A última coisa que a Europa precisa: outra crise da dívida grega

quinta-feira, 9 de fevereiro de 2017

/ by Super News

Zona do Euro vs. UE: Qual é a diferença?

Que tal um déjà vu? Outra crise da dívida está se formando na Europa.

A Grécia precisa que os credores europeus liberem dinheiro de um resgate acordado em 2015 para que possa fazer o pagamento da dívida, mas as autoridades estão em desacordo. Os investidores estão começando a se preocupar, exigindo retornos mais elevados da dívida grega.

Para aumentar a confusão, está o alerta do Fundo Monetário Internacional de que a dívida da Grécia é insustentável e está em um caminho “explosivo”, uma avaliação que impede o fundo de participar de um resgate.

O momento não poderia ser pior. Os líderes europeus têm muito o que fazer. As eleições estão se aproximando na Holanda, França e Alemanha. As negociações do Brexit começarão dentro de semanas.

No entanto, a ameaça de a Grécia sair do euro exige atenção. Eis por que as próximas semanas serão fundamentais:

Martelo para cair

A Grécia está ficando sem dinheiro, mas precisa fazer os pagamentos aos credores, incluindo o Banco Central Europeu. As contas principais vencem em julho.

Se a Grécia não puder fazer os pagamentos, ficará inadimplente com sua dívida e sairá da zona do euro.

Enquanto isso, seu último resgate – o terceiro desde 2010 – está efetivamente congelado. As posições de negociação dos principais jogadores estão mais distantes do que em qualquer ponto desde que o resgate foi acordado em junho de 2015.

Há até desacordo sobre a dimensão do problema que a Grécia enfrenta.
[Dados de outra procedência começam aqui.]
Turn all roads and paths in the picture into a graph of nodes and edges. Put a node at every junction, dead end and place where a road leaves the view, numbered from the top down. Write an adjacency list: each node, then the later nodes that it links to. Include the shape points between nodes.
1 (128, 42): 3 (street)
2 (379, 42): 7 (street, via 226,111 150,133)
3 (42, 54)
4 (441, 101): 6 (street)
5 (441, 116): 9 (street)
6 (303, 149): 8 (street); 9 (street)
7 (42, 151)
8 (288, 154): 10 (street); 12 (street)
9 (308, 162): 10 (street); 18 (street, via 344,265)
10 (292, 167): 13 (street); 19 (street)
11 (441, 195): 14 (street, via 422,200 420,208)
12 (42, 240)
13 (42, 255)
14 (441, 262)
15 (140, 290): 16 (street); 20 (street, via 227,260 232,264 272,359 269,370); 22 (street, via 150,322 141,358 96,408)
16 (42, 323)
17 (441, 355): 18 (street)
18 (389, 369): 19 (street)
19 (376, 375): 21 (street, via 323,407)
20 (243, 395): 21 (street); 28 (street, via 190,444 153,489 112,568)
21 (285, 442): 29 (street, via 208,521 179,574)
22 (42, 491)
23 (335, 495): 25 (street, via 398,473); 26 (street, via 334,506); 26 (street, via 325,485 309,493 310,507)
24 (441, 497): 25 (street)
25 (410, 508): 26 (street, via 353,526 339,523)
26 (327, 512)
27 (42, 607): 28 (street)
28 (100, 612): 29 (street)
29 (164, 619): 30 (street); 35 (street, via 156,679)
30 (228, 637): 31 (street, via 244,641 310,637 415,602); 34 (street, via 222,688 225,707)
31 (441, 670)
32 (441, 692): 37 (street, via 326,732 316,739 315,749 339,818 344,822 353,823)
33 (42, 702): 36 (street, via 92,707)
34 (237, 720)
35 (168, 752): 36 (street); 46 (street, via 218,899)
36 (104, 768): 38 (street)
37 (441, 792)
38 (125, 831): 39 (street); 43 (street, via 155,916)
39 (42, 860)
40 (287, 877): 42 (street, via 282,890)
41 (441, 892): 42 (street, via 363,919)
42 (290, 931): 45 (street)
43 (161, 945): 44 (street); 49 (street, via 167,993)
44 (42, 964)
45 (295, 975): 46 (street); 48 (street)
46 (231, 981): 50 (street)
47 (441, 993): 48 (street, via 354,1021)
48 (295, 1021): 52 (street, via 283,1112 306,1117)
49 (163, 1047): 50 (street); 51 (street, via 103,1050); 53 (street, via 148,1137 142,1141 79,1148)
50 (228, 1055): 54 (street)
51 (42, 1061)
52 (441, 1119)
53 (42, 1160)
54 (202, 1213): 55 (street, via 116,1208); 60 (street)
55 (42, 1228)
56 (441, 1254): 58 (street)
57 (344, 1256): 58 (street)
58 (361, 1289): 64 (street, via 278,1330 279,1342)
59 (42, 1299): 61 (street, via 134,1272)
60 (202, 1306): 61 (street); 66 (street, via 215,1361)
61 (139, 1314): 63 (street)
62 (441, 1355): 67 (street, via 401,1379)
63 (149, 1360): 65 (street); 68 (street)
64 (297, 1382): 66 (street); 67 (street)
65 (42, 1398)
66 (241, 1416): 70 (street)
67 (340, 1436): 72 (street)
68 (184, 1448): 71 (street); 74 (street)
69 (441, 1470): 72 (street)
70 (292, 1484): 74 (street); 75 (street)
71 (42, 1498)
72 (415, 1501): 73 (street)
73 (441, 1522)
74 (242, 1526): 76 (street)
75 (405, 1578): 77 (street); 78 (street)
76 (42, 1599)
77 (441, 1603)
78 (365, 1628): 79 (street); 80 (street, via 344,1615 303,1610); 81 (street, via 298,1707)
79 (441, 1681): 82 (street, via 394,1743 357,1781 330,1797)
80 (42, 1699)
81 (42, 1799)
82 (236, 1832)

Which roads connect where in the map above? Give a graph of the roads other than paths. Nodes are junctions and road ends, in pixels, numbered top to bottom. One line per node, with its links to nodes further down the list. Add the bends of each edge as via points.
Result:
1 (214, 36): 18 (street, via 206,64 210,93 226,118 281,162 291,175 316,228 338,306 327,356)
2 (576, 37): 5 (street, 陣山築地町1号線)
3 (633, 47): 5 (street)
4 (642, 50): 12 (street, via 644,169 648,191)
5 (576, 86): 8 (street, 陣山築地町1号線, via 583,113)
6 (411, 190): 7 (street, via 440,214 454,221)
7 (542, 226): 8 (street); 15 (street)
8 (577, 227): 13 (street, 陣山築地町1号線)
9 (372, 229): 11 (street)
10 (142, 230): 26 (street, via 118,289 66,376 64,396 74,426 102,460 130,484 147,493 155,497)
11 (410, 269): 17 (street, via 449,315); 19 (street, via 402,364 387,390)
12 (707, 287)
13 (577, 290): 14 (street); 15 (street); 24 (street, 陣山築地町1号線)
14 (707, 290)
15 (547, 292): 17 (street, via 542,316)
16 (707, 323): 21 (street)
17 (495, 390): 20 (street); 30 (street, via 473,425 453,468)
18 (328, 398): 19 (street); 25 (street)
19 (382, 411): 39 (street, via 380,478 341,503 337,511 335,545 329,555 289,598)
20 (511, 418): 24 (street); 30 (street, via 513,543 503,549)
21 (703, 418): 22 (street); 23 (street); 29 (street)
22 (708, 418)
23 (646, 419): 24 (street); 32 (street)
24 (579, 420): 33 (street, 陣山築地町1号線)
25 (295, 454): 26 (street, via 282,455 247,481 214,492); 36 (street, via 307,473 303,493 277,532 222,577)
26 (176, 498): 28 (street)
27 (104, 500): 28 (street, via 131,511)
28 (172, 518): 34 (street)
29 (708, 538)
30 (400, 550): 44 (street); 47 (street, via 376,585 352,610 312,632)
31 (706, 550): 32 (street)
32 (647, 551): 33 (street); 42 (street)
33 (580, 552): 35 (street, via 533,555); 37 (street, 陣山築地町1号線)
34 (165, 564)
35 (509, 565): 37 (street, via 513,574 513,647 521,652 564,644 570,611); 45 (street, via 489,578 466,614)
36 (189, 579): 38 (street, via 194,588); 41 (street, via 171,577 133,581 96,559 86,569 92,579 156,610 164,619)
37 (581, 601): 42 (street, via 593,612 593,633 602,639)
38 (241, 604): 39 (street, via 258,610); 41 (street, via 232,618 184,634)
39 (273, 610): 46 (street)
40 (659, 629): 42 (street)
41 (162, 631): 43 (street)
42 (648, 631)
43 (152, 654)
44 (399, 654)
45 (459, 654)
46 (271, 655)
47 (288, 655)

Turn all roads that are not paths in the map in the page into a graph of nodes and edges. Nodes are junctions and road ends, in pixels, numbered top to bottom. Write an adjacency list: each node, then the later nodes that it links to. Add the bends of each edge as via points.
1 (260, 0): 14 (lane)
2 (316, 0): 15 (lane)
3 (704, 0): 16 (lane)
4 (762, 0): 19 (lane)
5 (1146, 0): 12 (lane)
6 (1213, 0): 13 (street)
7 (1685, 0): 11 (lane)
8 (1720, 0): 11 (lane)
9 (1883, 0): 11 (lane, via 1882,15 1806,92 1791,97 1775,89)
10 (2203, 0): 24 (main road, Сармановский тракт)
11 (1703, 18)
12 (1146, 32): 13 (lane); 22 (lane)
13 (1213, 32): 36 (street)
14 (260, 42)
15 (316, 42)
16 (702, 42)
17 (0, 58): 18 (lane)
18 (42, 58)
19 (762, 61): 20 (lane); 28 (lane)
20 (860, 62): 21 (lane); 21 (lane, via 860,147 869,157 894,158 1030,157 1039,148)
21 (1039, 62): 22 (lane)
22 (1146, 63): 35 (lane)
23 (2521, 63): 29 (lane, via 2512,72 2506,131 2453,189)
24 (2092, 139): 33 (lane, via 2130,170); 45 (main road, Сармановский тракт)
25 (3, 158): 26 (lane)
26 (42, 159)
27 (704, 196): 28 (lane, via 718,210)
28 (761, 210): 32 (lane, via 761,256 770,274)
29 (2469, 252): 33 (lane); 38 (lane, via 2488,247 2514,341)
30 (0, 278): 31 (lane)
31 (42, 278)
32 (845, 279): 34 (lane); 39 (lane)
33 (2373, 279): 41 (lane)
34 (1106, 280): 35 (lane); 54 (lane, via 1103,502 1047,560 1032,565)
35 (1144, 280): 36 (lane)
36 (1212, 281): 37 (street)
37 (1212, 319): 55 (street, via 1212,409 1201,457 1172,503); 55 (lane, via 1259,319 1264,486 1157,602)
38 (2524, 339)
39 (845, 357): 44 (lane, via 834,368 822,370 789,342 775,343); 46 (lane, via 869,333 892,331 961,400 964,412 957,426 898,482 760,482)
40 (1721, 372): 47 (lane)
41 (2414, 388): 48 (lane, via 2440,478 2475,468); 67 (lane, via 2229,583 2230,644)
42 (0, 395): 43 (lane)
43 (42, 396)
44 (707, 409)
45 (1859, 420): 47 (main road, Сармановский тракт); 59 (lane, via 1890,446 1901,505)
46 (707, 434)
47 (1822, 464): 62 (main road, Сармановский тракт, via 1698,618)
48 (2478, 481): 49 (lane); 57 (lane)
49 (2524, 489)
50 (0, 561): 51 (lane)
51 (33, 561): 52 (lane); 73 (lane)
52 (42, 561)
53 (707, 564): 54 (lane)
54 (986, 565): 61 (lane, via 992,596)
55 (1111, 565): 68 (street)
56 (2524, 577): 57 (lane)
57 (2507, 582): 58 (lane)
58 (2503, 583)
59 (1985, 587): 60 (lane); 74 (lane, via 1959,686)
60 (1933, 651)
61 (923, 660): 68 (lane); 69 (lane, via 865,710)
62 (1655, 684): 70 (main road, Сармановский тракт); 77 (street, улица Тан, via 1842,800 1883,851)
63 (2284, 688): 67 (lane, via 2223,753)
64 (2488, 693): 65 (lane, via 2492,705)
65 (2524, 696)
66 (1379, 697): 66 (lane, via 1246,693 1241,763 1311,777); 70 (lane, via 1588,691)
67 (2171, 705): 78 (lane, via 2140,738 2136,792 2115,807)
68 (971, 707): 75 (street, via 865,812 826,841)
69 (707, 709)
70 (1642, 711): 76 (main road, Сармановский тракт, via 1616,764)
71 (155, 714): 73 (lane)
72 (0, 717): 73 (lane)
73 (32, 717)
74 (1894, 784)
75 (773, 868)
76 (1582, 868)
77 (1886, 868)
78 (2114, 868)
“A última revisão do FMI da posição da dívida da Grécia foi surpreendentemente pessimista”, disse Jeroen Dijsselbloem, o ministro das finanças holandês que preside reuniões de altos funcionários financeiros da zona do euro. “É surpreendente porque a Grécia já está se saindo melhor do que o relatório descreve.”

eu quero tudo isso

O FMI, a Grécia e os credores liderados pela Alemanha têm prioridades muito diferentes. Aqui está o que cada um deseja:

O FMI pediu à Grécia que faça mudanças mais ambiciosas em sua economia, incluindo reformas no mercado de trabalho. O FMI não se juntou ao terceiro resgate quando acordado pela primeira vez em 2015 porque não via a dívida da Grécia como sendo sustentável. Ele ainda afirma que a Grécia não pode ser autossustentável sem um grande alívio da dívida.

Os principais credores da Grécia concordam que Atenas deve implementar as reformas propostas pelo FMI. No entanto, eles descartaram categoricamente qualquer alívio da dívida, posição reiterada por autoridades financeiras da zona do euro na terça-feira.

Enquanto isso, o primeiro-ministro grego Alexis Tsipras não mostra sinais de ceder às demandas por reformas adicionais. Ele insiste que o alívio da dívida é necessário antes de quaisquer novas concessões serem feitas.

É um impasse clássico e os investidores estão atentos para ver qual das partes pisca primeiro.

Apagar o fogo

O próximo marco importante é uma reunião dos ministros das finanças da zona do euro em 20 de fevereiro – a última antes das eleições começarem a turvar as águas políticas da Europa. Chegar a um acordo sobre mais ajuda financeira para a Grécia se tornará ainda mais difícil quando os eleitores começarem a votar.

Depois disso, as contas começarão a vencer. A Grécia enfrenta um pagamento ao BCE de cerca de € 1,4 bilhões no final de abril e outros € 4,1 bilhões em julho.

A aposta é alta.

A taxa de desemprego na Grécia deverá ficar acima de 21% em 2017. O investimento caiu mais de 60% e a produção diminuiu mais de 25% desde a crise financeira. O tecido social do país está se desgastando.

Se os credores europeus recusarem mais ajuda, a dívida da Grécia ficará fora de controle, não importa o quão rápido sua economia cresça, de acordo com o FMI.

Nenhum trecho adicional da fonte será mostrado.